» Assigned task
Omit every picture while you reproduce the entries that follow word for word.

» Given records
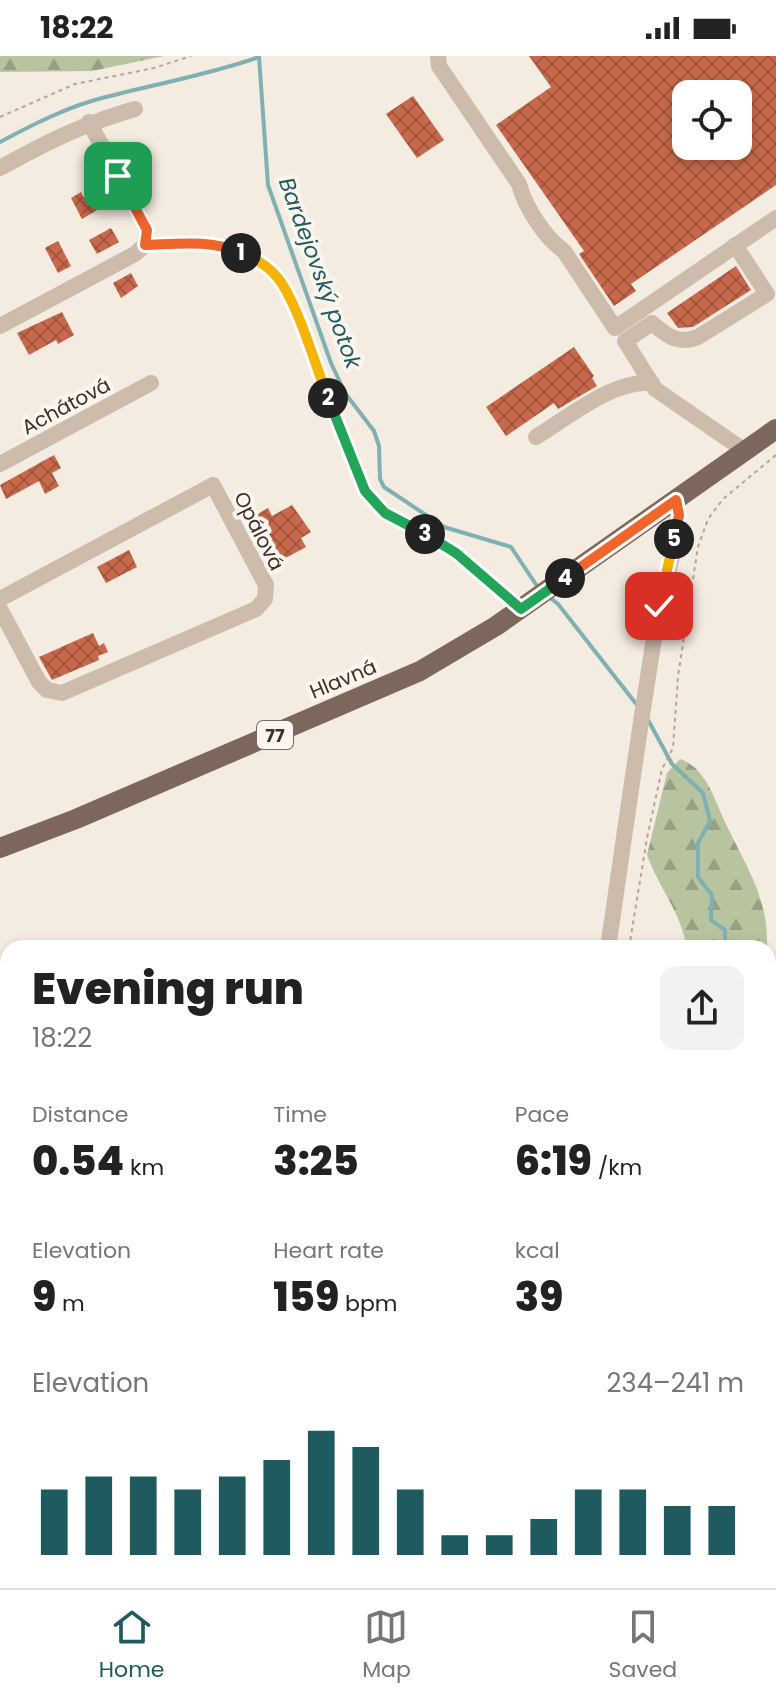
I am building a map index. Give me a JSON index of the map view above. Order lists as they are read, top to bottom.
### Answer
{
  "streets": {
    "main road": ["Hlavná", "77"],
    "street": ["Achátová", "Opálová"]
  },
  "crossings": [
    ["Hlavná", "77"]
  ],
  "water": ["Bardejovský potok"],
  "page": {
    "status": "18:22",
    "pins": [
      "1",
      "2",
      "3",
      "5",
      "4"
    ],
    "heading": ["Evening run", "18:22"],
    "stats": [
      ["Distance", "0.54 km"],
      ["Time", "3:25"],
      ["Pace", "6:19 /km"],
      ["Elevation", "9 m"],
      ["Heart rate", "159 bpm"],
      ["kcal", "39"]
    ],
    "chart": ["Elevation", "234–241 m"],
    "tabs": ["Home", "Map", "Saved"]
  }
}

» Solution to the problem
I am building a map index. Give me a JSON index of the map view above. Order lists as they are read, top to bottom.
### Answer
{
  "streets": {
    "main road": ["Hlavná", "77"],
    "street": ["Achátová", "Opálová"]
  },
  "crossings": [
    ["Hlavná", "77"]
  ],
  "water": ["Bardejovský potok"],
  "page": {
    "status": "18:22",
    "pins": [
      "1",
      "2",
      "3",
      "5",
      "4"
    ],
    "heading": ["Evening run", "18:22"],
    "stats": [
      ["Distance", "0.54 km"],
      ["Time", "3:25"],
      ["Pace", "6:19 /km"],
      ["Elevation", "9 m"],
      ["Heart rate", "159 bpm"],
      ["kcal", "39"]
    ],
    "chart": ["Elevation", "234–241 m"],
    "tabs": ["Home", "Map", "Saved"]
  }
}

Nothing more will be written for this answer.